近年、この考え方からさらに一歩踏み込んだ「クラウド・バイ・デフォルト原則」に注目が集まっています。これは政府が2018年6月7日に発表した『政府情報システムにおけるクラウドサービスの利用に係る基本方針』に記されており、システム構築時の基本方針として紹介されています。

政府だけでなく民間企業でも適用できる考え方なので、今回はクラウド・バイ・デフォルト原則について紹介したいと思います。

政府が推奨するクラウド・バイ・デフォルト原則とは

クラウド・バイ・デフォルト原則とは?

クラウド・バイ・デフォルト原則は文字通り、クラウドサービスの利用を第一候補と考えて、システム構築時の環境について検討を進める方針を指します。ちなみに資料の中では、「政府情報システムのシステム方式について、コスト削減や柔軟なリソースの増減等の観点から、クラウドサービスの採用をデフォルト(第一候補)とし、府省CIO補佐官の関与の下、事実に基づく客観的な比較を行いその利用を判断するための考え方」と記載されています。

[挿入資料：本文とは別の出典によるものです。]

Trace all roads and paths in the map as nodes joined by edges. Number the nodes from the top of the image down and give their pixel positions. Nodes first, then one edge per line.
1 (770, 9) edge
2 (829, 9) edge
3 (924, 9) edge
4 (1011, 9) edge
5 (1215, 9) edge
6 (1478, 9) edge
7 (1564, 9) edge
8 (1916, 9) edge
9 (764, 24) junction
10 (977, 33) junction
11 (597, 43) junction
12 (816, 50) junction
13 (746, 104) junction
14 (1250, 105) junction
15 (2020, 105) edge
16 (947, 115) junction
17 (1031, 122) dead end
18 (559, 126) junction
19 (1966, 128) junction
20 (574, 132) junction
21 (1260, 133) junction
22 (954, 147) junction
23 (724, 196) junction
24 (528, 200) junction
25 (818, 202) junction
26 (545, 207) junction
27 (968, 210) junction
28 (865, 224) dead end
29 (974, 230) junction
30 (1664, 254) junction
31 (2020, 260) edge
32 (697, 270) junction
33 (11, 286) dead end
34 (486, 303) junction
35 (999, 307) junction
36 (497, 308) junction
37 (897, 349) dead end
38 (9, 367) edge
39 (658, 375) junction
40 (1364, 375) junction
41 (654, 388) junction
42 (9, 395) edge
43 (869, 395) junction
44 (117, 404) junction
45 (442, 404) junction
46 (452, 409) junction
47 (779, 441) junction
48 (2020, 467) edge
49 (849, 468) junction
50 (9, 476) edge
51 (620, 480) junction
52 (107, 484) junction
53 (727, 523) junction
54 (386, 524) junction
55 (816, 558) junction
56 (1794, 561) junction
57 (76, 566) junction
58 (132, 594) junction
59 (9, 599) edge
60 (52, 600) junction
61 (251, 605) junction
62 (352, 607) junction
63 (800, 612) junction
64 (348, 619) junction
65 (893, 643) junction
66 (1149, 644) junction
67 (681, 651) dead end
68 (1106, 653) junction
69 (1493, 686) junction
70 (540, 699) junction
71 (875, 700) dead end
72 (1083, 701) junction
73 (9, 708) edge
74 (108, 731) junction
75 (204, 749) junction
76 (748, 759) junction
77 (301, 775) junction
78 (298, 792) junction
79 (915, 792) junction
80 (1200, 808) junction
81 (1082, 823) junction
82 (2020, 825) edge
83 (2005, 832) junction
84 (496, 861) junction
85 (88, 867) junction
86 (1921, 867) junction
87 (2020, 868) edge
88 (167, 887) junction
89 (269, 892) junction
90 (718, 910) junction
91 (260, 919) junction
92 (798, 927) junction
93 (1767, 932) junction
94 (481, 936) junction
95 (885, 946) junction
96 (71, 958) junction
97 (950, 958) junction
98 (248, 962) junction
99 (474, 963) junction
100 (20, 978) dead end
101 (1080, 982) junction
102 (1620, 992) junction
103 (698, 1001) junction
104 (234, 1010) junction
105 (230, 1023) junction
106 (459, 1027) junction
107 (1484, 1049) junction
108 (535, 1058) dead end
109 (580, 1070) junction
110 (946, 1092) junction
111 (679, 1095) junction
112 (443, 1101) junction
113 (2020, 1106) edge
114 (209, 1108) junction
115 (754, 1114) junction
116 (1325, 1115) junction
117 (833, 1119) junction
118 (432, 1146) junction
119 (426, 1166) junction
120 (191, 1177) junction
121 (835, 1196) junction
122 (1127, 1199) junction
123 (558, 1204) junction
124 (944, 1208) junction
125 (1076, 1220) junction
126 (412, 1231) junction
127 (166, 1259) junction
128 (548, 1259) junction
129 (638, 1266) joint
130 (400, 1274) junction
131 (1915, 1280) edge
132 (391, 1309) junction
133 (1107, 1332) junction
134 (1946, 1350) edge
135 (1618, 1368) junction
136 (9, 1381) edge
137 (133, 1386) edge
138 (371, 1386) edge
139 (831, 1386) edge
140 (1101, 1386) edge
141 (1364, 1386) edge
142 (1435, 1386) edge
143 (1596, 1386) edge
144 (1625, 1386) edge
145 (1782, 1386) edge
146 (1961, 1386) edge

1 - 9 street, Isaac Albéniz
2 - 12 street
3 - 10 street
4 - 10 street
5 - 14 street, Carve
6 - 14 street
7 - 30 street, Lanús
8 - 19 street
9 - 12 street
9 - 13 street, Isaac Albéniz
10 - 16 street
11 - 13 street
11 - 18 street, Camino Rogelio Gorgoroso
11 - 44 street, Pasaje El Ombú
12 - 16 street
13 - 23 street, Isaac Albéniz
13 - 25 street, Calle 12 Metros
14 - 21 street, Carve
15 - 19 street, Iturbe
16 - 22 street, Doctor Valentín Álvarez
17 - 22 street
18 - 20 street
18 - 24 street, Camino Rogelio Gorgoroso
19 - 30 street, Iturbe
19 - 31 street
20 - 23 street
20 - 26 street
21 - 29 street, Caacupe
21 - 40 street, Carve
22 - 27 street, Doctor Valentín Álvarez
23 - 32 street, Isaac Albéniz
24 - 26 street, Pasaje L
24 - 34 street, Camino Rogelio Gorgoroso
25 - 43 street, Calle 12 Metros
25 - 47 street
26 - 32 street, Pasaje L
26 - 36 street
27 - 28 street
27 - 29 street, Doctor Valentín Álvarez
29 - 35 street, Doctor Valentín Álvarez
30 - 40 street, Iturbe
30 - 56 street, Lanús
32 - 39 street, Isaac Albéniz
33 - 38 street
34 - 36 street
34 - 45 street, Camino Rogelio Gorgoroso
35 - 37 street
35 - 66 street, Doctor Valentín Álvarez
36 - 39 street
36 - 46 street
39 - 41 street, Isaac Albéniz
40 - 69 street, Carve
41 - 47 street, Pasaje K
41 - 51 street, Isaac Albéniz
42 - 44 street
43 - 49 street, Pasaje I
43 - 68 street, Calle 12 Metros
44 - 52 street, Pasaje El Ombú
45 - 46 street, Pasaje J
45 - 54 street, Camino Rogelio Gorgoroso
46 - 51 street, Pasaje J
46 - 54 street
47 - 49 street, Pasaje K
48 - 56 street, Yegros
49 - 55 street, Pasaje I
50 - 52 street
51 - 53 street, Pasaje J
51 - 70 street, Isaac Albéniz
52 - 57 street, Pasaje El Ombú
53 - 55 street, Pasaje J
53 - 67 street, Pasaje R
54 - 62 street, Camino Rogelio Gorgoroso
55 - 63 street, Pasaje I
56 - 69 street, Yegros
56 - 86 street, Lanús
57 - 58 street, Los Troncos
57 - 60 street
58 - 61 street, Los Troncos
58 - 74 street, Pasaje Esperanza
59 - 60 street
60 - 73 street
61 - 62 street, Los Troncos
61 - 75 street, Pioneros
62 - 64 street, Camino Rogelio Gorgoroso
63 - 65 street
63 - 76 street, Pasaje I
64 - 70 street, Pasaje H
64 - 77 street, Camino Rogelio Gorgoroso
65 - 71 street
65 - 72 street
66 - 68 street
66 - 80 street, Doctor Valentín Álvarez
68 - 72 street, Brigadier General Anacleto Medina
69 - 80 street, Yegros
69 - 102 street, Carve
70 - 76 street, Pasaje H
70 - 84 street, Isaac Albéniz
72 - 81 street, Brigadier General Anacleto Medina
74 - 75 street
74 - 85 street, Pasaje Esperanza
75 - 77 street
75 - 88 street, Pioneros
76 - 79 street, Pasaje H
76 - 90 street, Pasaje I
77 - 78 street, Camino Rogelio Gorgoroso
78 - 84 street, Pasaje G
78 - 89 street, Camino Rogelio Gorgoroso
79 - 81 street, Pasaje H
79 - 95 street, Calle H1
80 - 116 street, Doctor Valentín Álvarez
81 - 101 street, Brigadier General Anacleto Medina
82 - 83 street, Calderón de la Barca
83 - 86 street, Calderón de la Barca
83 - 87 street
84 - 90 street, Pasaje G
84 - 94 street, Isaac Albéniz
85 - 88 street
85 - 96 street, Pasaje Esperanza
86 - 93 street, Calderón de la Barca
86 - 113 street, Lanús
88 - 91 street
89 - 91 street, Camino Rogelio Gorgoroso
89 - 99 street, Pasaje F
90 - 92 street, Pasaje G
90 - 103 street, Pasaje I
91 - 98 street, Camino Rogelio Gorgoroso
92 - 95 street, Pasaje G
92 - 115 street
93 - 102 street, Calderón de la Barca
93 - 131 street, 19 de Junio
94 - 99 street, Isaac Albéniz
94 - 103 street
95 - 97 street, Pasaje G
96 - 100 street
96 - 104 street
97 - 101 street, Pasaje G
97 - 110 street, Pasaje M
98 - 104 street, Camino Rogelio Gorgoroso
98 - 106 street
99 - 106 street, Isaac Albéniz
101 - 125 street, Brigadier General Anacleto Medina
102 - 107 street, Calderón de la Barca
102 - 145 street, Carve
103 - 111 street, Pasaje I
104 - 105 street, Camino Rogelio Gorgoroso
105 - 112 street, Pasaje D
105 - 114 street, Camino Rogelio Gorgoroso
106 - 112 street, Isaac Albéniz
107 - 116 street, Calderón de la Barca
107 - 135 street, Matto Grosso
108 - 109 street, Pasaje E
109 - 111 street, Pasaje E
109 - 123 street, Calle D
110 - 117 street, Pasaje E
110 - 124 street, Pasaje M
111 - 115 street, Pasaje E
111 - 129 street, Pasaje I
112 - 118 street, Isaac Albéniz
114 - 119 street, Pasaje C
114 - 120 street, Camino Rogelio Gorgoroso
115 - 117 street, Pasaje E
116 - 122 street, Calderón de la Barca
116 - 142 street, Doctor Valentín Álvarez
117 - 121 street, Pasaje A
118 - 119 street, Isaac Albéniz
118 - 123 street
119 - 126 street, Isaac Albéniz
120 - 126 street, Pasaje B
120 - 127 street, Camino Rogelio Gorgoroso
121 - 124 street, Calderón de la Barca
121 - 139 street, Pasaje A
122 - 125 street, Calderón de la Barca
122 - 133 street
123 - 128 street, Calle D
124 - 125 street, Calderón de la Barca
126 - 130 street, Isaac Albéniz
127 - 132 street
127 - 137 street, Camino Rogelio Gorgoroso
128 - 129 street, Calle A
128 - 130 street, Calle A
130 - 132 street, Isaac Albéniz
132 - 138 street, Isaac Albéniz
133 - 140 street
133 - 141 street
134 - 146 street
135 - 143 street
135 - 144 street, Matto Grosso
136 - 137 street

以下に、クラウドサービス利用検討時の具体的なプロセスを紹介します。

Step0. 検討準備

クラウドサービスの利用検討に先立ち、対象となるサービス、業務および情報といった事項を可能な限り明確化する。

Step1. SaaS(パブリッククラウド)の利用検討と利用方針

サービス、業務における情報システム化にかかわるものについて、その一部または全部がSaaS型のパブリッククラウドにより提供されている場合(SaaS型パブリッククラウドの仕様に合わせ、サービスおよび業務内容を見直す場合も含まれている)には、クラウドサービス提供者が提供するSaaS型パブリッククラウドが利用検討の対象になる。

Step2. SaaS(プライベートクラウド)の利用検討

業務における情報システム化にかかわるものについて、その一部または全部が府省共通システムの諸機能、政府共通のプラットフォーム、各府省の共通基盤などで提供されるコミュニケーション系のサービスや業務系のサービスをSaaSとして、当該サービスが利用検討の対象になる。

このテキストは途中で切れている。